● **YOUR TASK**
Copy out each line of the listing below that contains the word "菅谷寄居線".

● **RECORD SET**
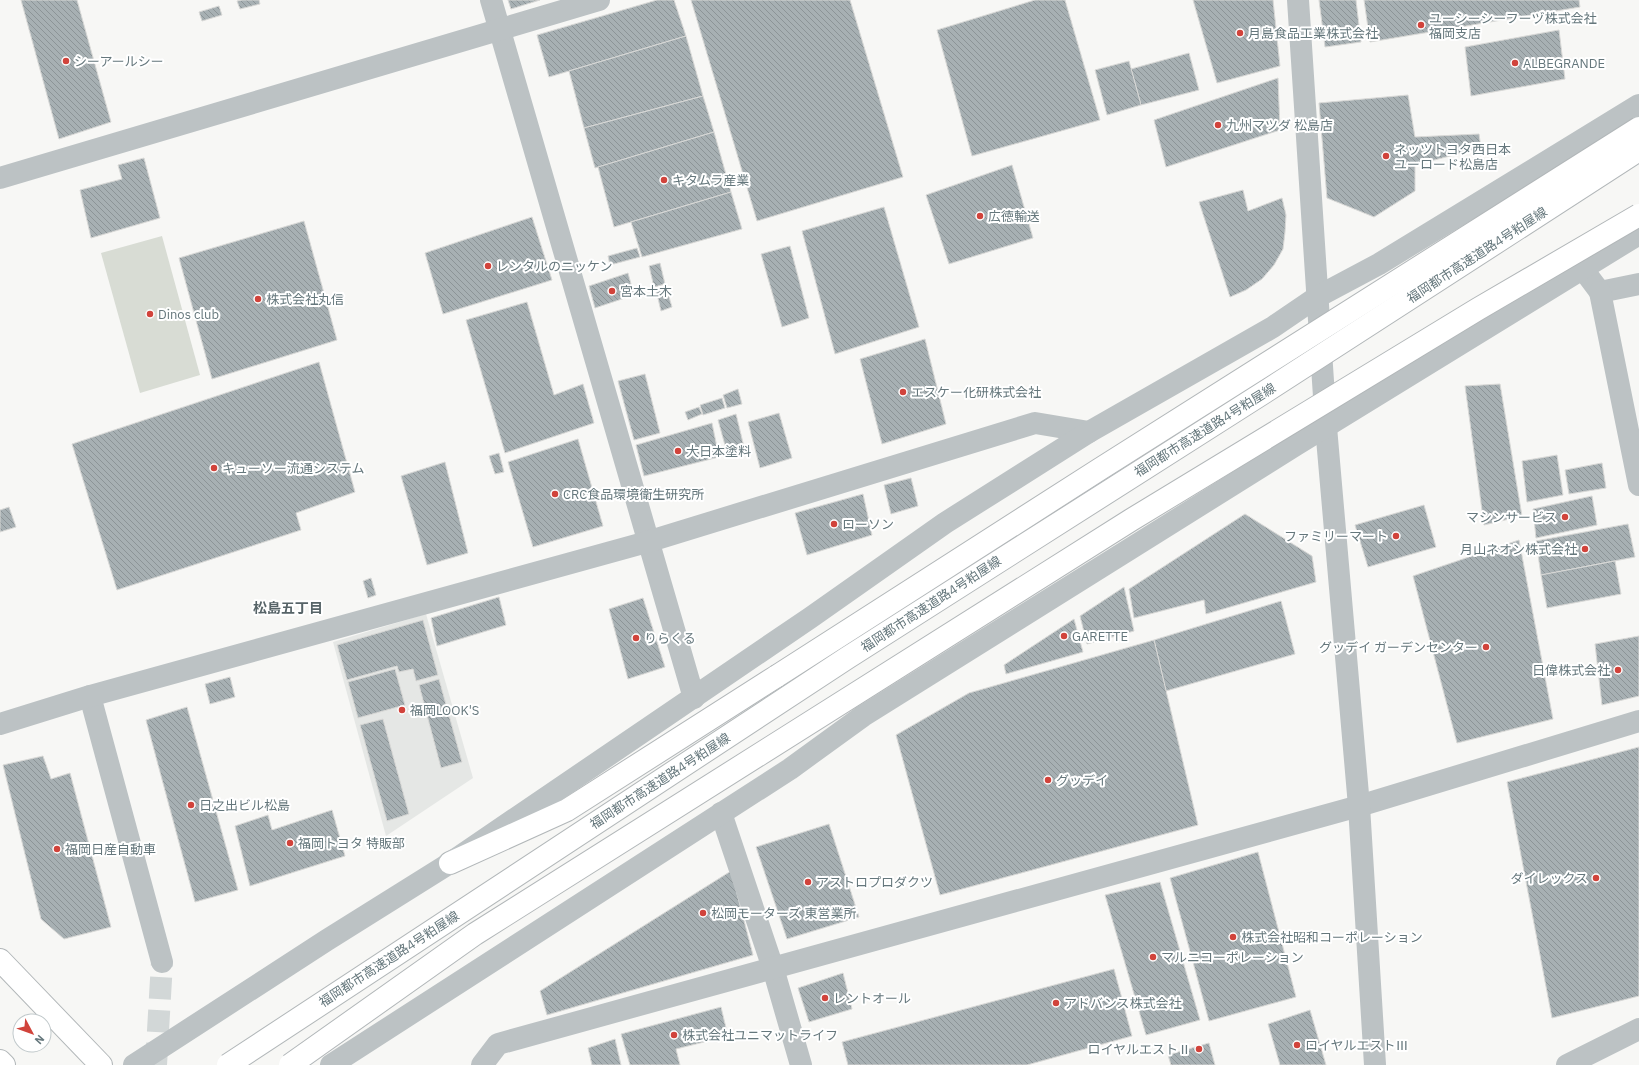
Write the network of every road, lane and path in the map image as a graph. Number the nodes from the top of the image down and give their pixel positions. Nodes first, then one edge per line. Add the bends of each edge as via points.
1 (491, 0) edge
2 (599, 0) edge
3 (1298, 0) edge
4 (500, 30) junction
5 (1639, 105) edge
6 (1639, 128) edge
7 (1639, 150) edge
8 (0, 178) edge
9 (1639, 215) edge
10 (1639, 234) edge
11 (1582, 268) junction
12 (1639, 284) edge
13 (1600, 292) junction
14 (1317, 297) junction
15 (1326, 427) junction
16 (1089, 432) junction
17 (1639, 486) edge
18 (647, 542) junction
19 (90, 696) junction
20 (694, 698) junction
21 (1639, 721) edge
22 (0, 724) edge
23 (1359, 806) junction
24 (721, 813) junction
25 (450, 863) junction
26 (0, 960) edge
27 (162, 962) tunnel mouth
28 (773, 968) junction
29 (1639, 1029) edge
30 (0, 1061) edge
31 (4, 1065) edge
32 (101, 1065) edge
33 (134, 1065) edge
34 (228, 1065) edge
35 (290, 1065) edge
36 (331, 1065) edge
37 (482, 1065) edge
38 (801, 1065) edge
39 (1375, 1065) edge
40 (1567, 1065) edge

1 - 4 street
2 - 4 street
3 - 14 street
4 - 8 street
4 - 18 street
5 - 14 street via 1379,264
6 - 25 highway, bridge via 567,810
7 - 34 highway, 福岡都市高速道路4号粕屋線, bridge via 1272,388 854,653
9 - 35 highway, 福岡都市高速道路4号粕屋線, bridge via 1478,309 1124,524 475,934
10 - 11 street
11 - 13 street
11 - 15 street
12 - 13 street
13 - 17 street
14 - 15 street
14 - 16 street via 1273,327
15 - 23 street
15 - 24 street via 863,716 790,769
16 - 18 street via 1035,423
16 - 20 street via 945,523
18 - 19 street
18 - 20 street
19 - 22 street
19 - 27 street
20 - 25 street
21 - 23 street
23 - 28 street
23 - 39 street
24 - 28 street
24 - 36 street
25 - 33 street
26 - 32 highway
28 - 37 street via 498,1044
28 - 38 street
29 - 40 street
30 - 31 highway

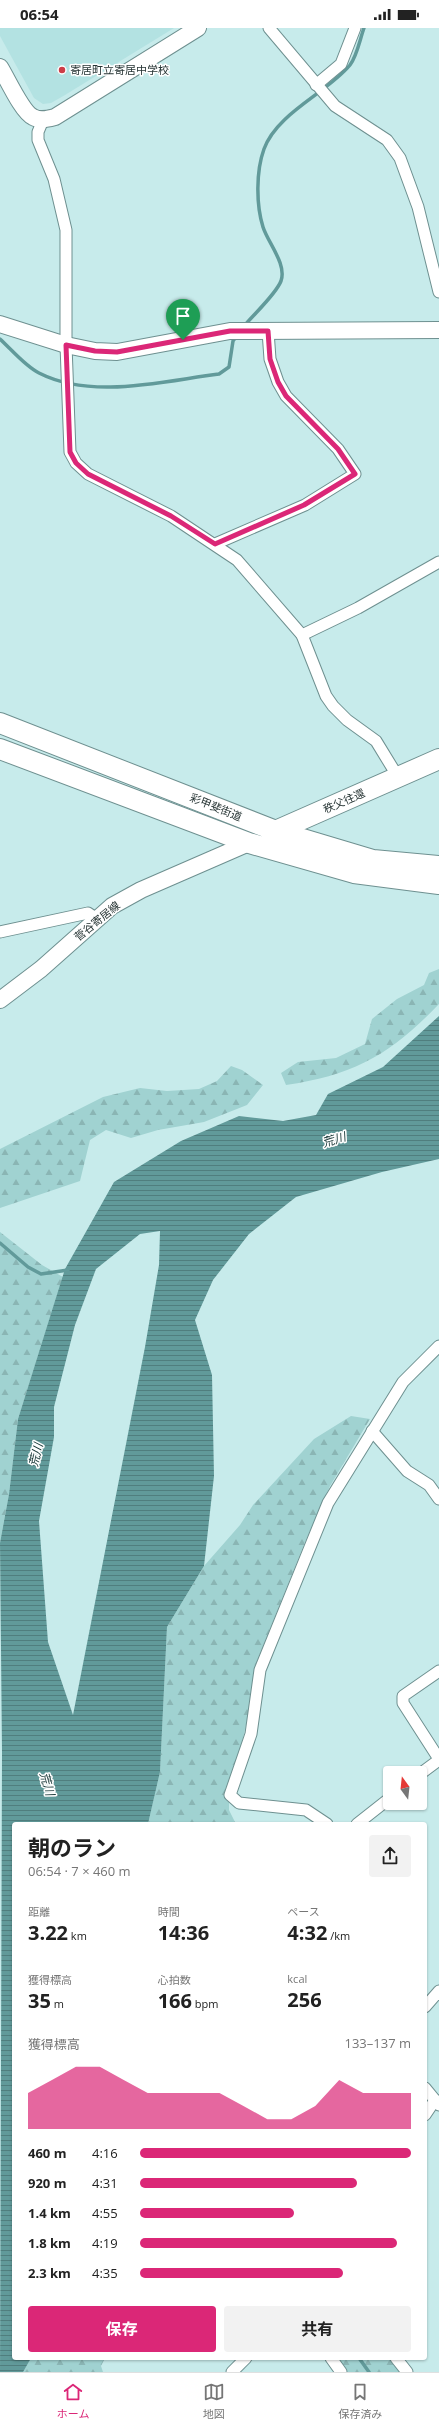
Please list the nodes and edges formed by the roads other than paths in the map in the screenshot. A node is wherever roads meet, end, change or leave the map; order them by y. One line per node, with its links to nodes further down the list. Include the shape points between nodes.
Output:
1 (198, 28): 6 (street, via 55,117)
2 (269, 28): 5 (street)
3 (355, 28): 5 (street, via 341,64)
4 (0, 67): 6 (street, via 25,109 32,117)
5 (316, 85): 7 (street, via 334,106 387,140 400,158 418,207)
6 (43, 120): 11 (street, via 38,140 54,180 66,230)
7 (439, 292)
8 (0, 324): 11 (street)
9 (439, 330): 10 (street)
10 (268, 331): 11 (street, via 216,333 117,352 95,351); 12 (street, via 270,359 286,396 338,449 355,474 304,505)
11 (66, 345): 12 (street, via 70,452 76,463 88,474 171,516)
12 (215, 544): 14 (street, via 237,560)
13 (439, 562): 14 (street, via 358,608)
14 (302, 635): 19 (street, via 326,696 347,720 376,742)
15 (0, 723): 18 (highway, 彩甲斐街道)
16 (0, 749): 20 (highway, 彩甲斐街道)
17 (439, 759): 19 (highway, 秩父往還)
18 (112, 765): 20 (highway); 21 (highway, 彩甲斐街道)
19 (398, 777): 21 (highway, 秩父往還)
20 (104, 787): 22 (highway, 彩甲斐街道)
21 (276, 831): 22 (highway, 秩父往還); 23 (highway, 彩甲斐街道, via 373,860)
22 (249, 843): 24 (highway, 彩甲斐街道, via 354,873); 25 (street, 菅谷寄居線, via 141,890 112,906)
23 (439, 866)
24 (439, 884)
25 (97, 919): 26 (street, via 88,913); 27 (street, 菅谷寄居線, via 41,969)
26 (0, 932)
27 (0, 1000)
28 (439, 1346): 29 (street, via 402,1382)
29 (372, 1431): 30 (street, via 407,1471 429,1485); 35 (street, via 328,1503 260,1670 251,1734 230,1795 239,1803 306,1810)
30 (439, 1499)
31 (439, 1671): 32 (street, via 403,1696 403,1703)
32 (439, 1759): 33 (street)
33 (427, 1768)
34 (383, 1804): 36 (street)
35 (324, 1822)
36 (360, 1822)
37 (439, 1991): 38 (street)
38 (427, 2005)
39 (427, 2090): 40 (street)
40 (437, 2102): 41 (street)
41 (427, 2114)
42 (244, 2360): 45 (street)
43 (332, 2360): 46 (street)
44 (398, 2360): 47 (street)
45 (232, 2372)
46 (341, 2372)
47 (407, 2372)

● **RESPONSE TO THE TASK**
22 (249, 843): 24 (highway, 彩甲斐街道, via 354,873); 25 (street, 菅谷寄居線, via 141,890 112,906)
25 (97, 919): 26 (street, via 88,913); 27 (street, 菅谷寄居線, via 41,969)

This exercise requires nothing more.